> _Problem requirements_
A faithful copy of every entry, with the pictures removed, is what is needed here.

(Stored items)
○ ○ ○

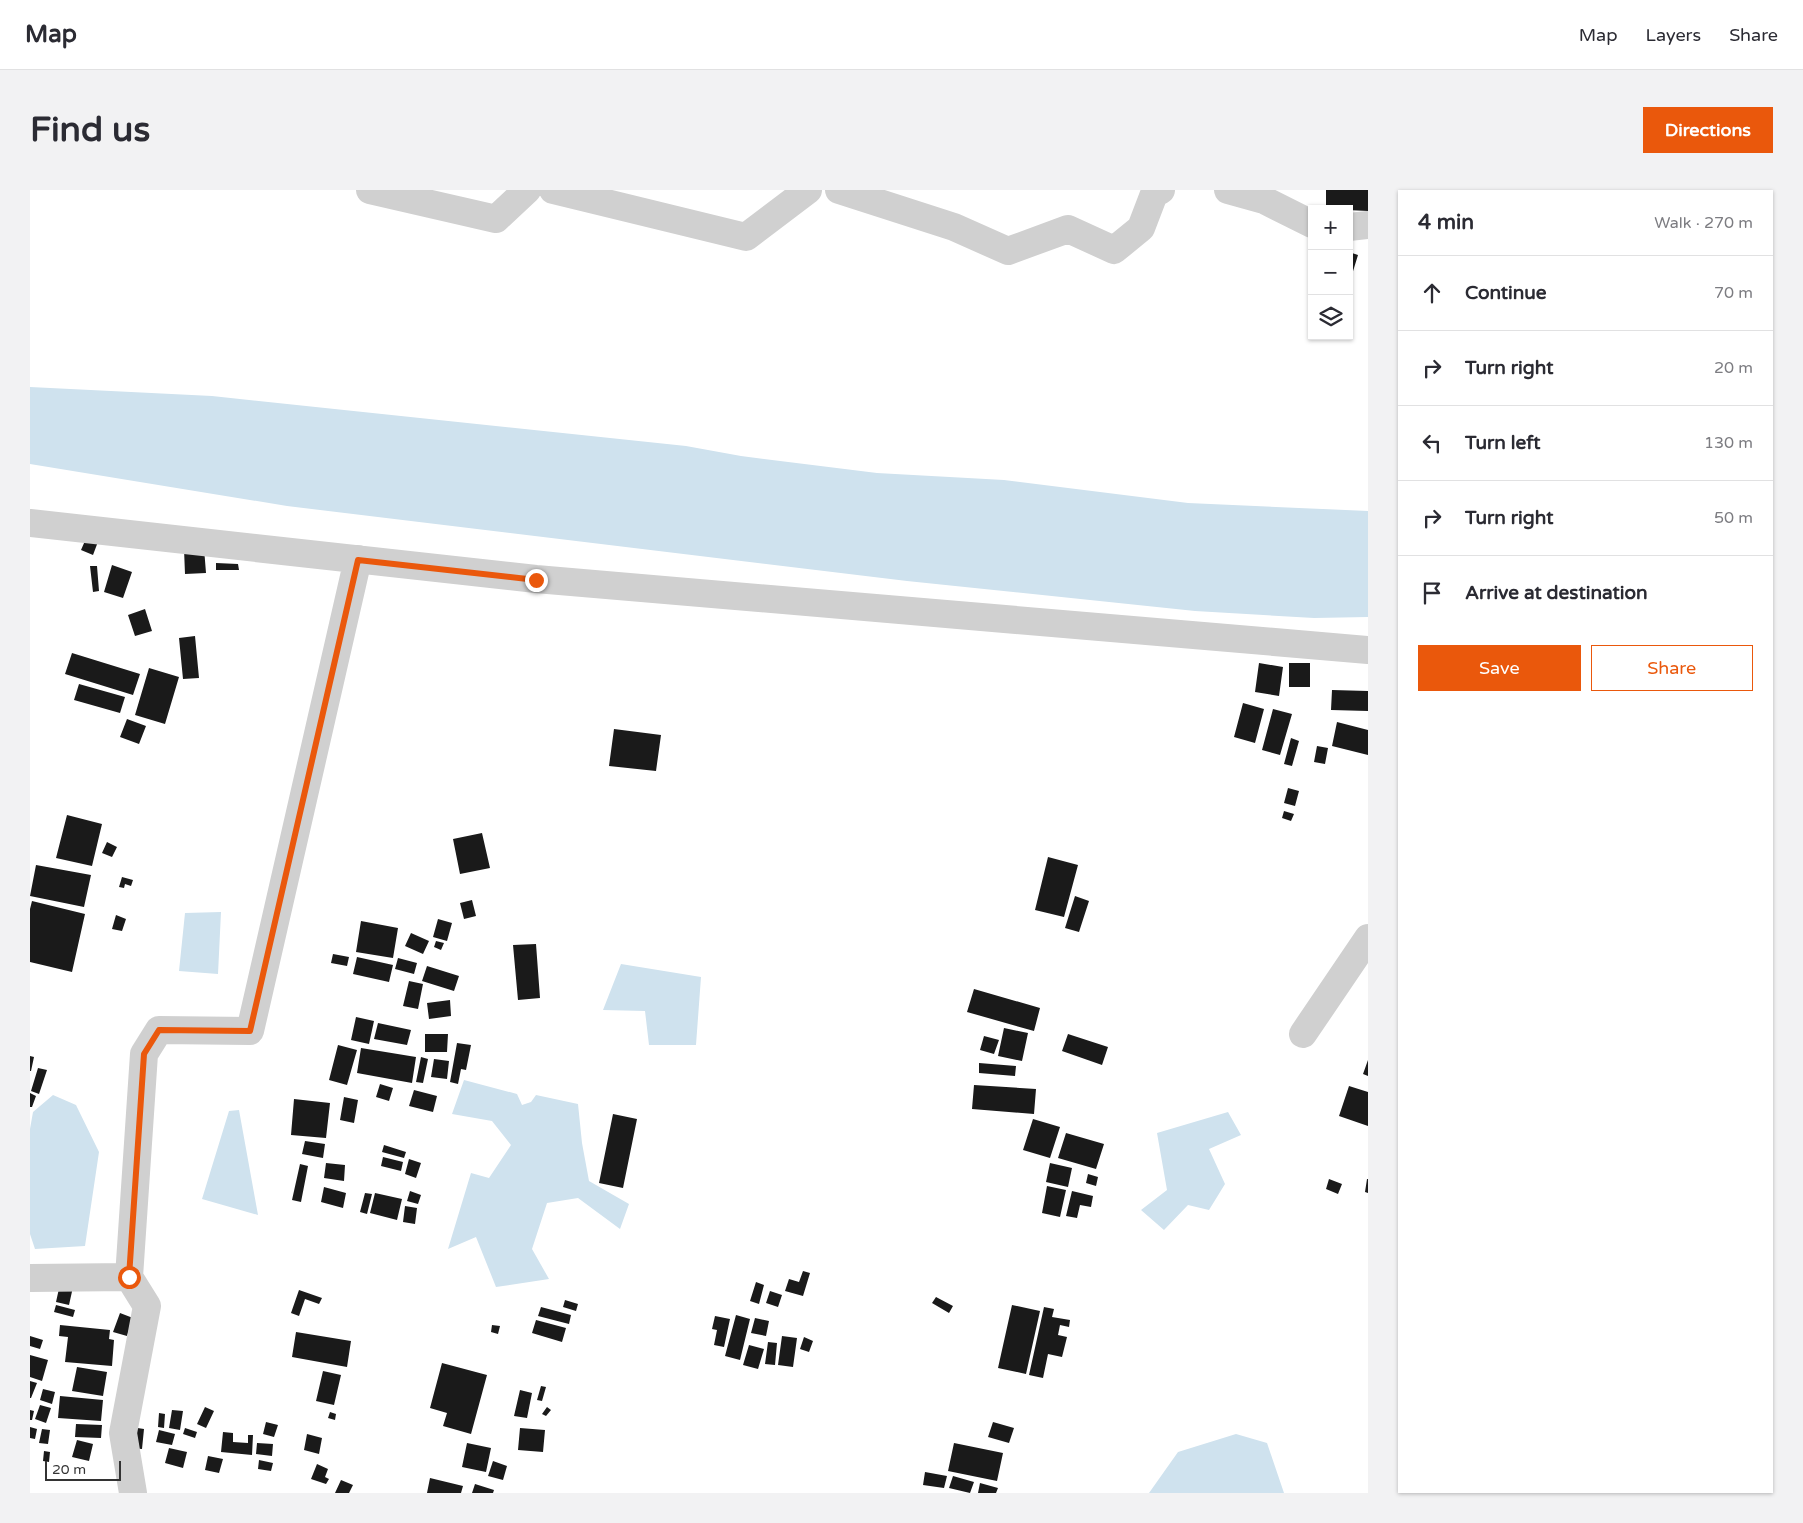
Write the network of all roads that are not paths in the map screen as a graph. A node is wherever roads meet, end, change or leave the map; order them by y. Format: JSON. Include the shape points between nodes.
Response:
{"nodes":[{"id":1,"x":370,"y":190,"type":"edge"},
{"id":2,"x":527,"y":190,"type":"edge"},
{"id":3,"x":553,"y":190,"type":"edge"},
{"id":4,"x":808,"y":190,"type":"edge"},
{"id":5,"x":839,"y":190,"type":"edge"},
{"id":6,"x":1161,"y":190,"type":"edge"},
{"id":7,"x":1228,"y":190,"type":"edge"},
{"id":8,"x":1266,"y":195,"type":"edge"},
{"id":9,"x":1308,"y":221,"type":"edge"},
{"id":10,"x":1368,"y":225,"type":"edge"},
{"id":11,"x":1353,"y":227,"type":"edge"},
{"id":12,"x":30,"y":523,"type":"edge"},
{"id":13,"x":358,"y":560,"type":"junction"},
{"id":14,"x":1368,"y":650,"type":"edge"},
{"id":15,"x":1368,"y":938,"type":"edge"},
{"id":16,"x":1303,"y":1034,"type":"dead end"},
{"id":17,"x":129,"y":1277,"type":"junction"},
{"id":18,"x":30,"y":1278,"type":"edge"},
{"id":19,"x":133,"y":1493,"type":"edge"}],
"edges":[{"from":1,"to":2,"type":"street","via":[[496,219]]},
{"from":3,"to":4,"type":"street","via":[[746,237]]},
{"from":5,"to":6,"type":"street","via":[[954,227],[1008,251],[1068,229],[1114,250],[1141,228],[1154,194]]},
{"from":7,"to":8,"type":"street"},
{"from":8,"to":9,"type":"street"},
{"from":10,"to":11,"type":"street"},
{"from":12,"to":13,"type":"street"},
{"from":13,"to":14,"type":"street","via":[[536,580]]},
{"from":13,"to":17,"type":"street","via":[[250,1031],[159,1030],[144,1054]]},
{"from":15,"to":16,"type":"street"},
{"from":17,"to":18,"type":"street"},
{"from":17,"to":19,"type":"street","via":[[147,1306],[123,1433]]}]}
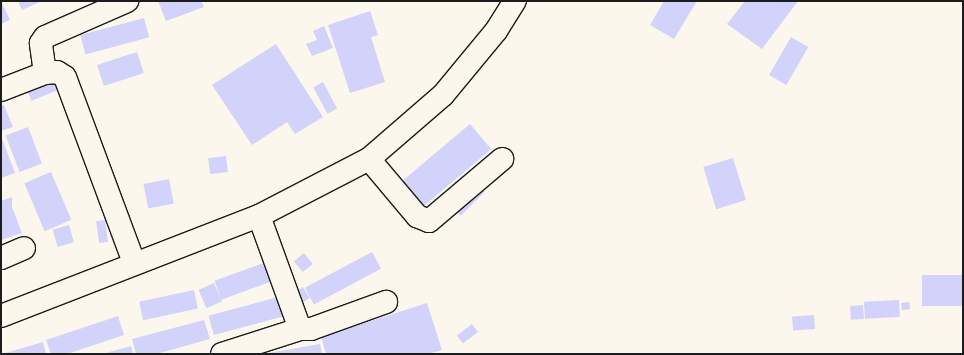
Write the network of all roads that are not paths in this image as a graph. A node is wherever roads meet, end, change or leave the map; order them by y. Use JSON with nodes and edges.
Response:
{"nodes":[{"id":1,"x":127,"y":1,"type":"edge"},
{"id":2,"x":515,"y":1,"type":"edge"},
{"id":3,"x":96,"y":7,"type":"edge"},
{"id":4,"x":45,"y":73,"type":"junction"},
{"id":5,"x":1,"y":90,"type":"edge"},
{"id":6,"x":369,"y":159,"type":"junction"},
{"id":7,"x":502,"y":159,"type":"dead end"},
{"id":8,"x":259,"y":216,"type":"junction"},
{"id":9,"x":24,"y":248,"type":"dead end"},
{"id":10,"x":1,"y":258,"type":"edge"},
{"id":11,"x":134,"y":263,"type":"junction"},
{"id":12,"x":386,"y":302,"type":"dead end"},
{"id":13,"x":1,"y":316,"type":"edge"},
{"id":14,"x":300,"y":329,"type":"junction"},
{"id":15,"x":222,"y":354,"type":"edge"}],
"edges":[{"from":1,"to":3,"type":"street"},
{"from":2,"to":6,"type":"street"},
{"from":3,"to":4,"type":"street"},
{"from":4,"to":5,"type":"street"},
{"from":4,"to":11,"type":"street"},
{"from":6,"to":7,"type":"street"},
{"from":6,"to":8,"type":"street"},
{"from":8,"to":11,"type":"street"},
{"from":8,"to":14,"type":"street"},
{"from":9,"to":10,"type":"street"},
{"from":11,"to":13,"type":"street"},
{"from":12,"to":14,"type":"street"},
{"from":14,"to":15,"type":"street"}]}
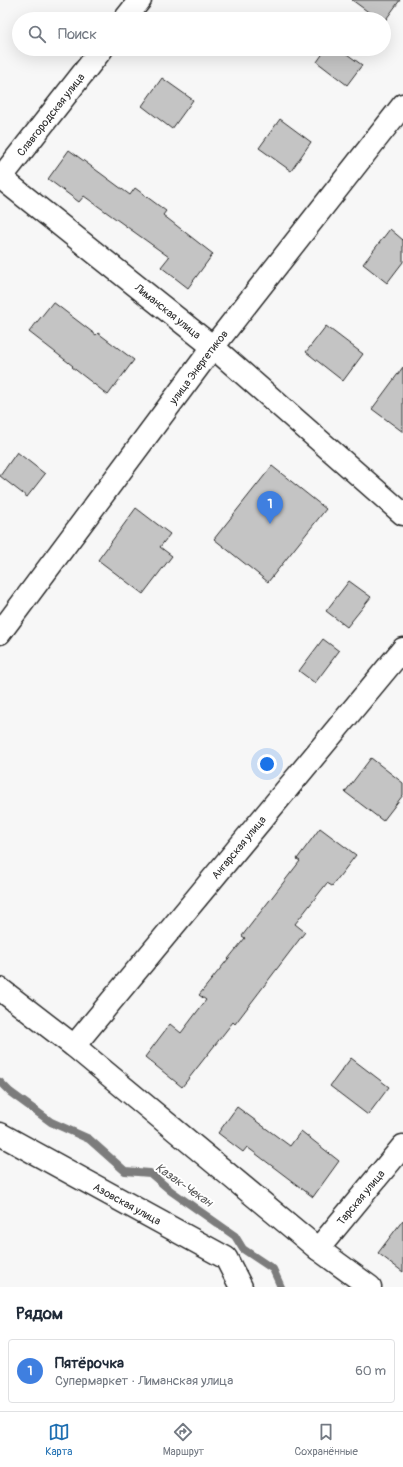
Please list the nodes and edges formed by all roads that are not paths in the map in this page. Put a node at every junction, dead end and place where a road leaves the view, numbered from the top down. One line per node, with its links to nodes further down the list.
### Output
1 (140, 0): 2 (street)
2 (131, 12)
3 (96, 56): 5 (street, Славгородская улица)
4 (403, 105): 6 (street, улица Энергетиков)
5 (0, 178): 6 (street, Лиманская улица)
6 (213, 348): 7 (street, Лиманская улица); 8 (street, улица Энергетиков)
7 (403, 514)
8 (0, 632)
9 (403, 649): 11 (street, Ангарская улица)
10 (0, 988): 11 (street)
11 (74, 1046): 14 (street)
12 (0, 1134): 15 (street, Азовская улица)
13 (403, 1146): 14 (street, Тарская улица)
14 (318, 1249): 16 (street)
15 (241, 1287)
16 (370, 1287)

○ ○ ○

> _Solution to this exercise_
Write the network of all roads that are not paths in the map screen as a graph. A node is wherever roads meet, end, change or leave the map; order them by y. Format: JSON. Include the shape points between nodes.
Response:
{"nodes":[{"id":1,"x":370,"y":190,"type":"edge"},
{"id":2,"x":527,"y":190,"type":"edge"},
{"id":3,"x":553,"y":190,"type":"edge"},
{"id":4,"x":808,"y":190,"type":"edge"},
{"id":5,"x":839,"y":190,"type":"edge"},
{"id":6,"x":1161,"y":190,"type":"edge"},
{"id":7,"x":1228,"y":190,"type":"edge"},
{"id":8,"x":1266,"y":195,"type":"edge"},
{"id":9,"x":1308,"y":221,"type":"edge"},
{"id":10,"x":1368,"y":225,"type":"edge"},
{"id":11,"x":1353,"y":227,"type":"edge"},
{"id":12,"x":30,"y":523,"type":"edge"},
{"id":13,"x":358,"y":560,"type":"junction"},
{"id":14,"x":1368,"y":650,"type":"edge"},
{"id":15,"x":1368,"y":938,"type":"edge"},
{"id":16,"x":1303,"y":1034,"type":"dead end"},
{"id":17,"x":129,"y":1277,"type":"junction"},
{"id":18,"x":30,"y":1278,"type":"edge"},
{"id":19,"x":133,"y":1493,"type":"edge"}],
"edges":[{"from":1,"to":2,"type":"street","via":[[496,219]]},
{"from":3,"to":4,"type":"street","via":[[746,237]]},
{"from":5,"to":6,"type":"street","via":[[954,227],[1008,251],[1068,229],[1114,250],[1141,228],[1154,194]]},
{"from":7,"to":8,"type":"street"},
{"from":8,"to":9,"type":"street"},
{"from":10,"to":11,"type":"street"},
{"from":12,"to":13,"type":"street"},
{"from":13,"to":14,"type":"street","via":[[536,580]]},
{"from":13,"to":17,"type":"street","via":[[250,1031],[159,1030],[144,1054]]},
{"from":15,"to":16,"type":"street"},
{"from":17,"to":18,"type":"street"},
{"from":17,"to":19,"type":"street","via":[[147,1306],[123,1433]]}]}
Write the network of all roads that are not paths in this image as a graph. A node is wherever roads meet, end, change or leave the map; order them by y. Use JSON with nodes and edges.
Response:
{"nodes":[{"id":1,"x":127,"y":1,"type":"edge"},
{"id":2,"x":515,"y":1,"type":"edge"},
{"id":3,"x":96,"y":7,"type":"edge"},
{"id":4,"x":45,"y":73,"type":"junction"},
{"id":5,"x":1,"y":90,"type":"edge"},
{"id":6,"x":369,"y":159,"type":"junction"},
{"id":7,"x":502,"y":159,"type":"dead end"},
{"id":8,"x":259,"y":216,"type":"junction"},
{"id":9,"x":24,"y":248,"type":"dead end"},
{"id":10,"x":1,"y":258,"type":"edge"},
{"id":11,"x":134,"y":263,"type":"junction"},
{"id":12,"x":386,"y":302,"type":"dead end"},
{"id":13,"x":1,"y":316,"type":"edge"},
{"id":14,"x":300,"y":329,"type":"junction"},
{"id":15,"x":222,"y":354,"type":"edge"}],
"edges":[{"from":1,"to":3,"type":"street"},
{"from":2,"to":6,"type":"street"},
{"from":3,"to":4,"type":"street"},
{"from":4,"to":5,"type":"street"},
{"from":4,"to":11,"type":"street"},
{"from":6,"to":7,"type":"street"},
{"from":6,"to":8,"type":"street"},
{"from":8,"to":11,"type":"street"},
{"from":8,"to":14,"type":"street"},
{"from":9,"to":10,"type":"street"},
{"from":11,"to":13,"type":"street"},
{"from":12,"to":14,"type":"street"},
{"from":14,"to":15,"type":"street"}]}
Please list the nodes and edges formed by all roads that are not paths in the map in this page. Put a node at every junction, dead end and place where a road leaves the view, numbered from the top down. One line per node, with its links to nodes further down the list.
### Output
1 (140, 0): 2 (street)
2 (131, 12)
3 (96, 56): 5 (street, Славгородская улица)
4 (403, 105): 6 (street, улица Энергетиков)
5 (0, 178): 6 (street, Лиманская улица)
6 (213, 348): 7 (street, Лиманская улица); 8 (street, улица Энергетиков)
7 (403, 514)
8 (0, 632)
9 (403, 649): 11 (street, Ангарская улица)
10 (0, 988): 11 (street)
11 (74, 1046): 14 (street)
12 (0, 1134): 15 (street, Азовская улица)
13 (403, 1146): 14 (street, Тарская улица)
14 (318, 1249): 16 (street)
15 (241, 1287)
16 (370, 1287)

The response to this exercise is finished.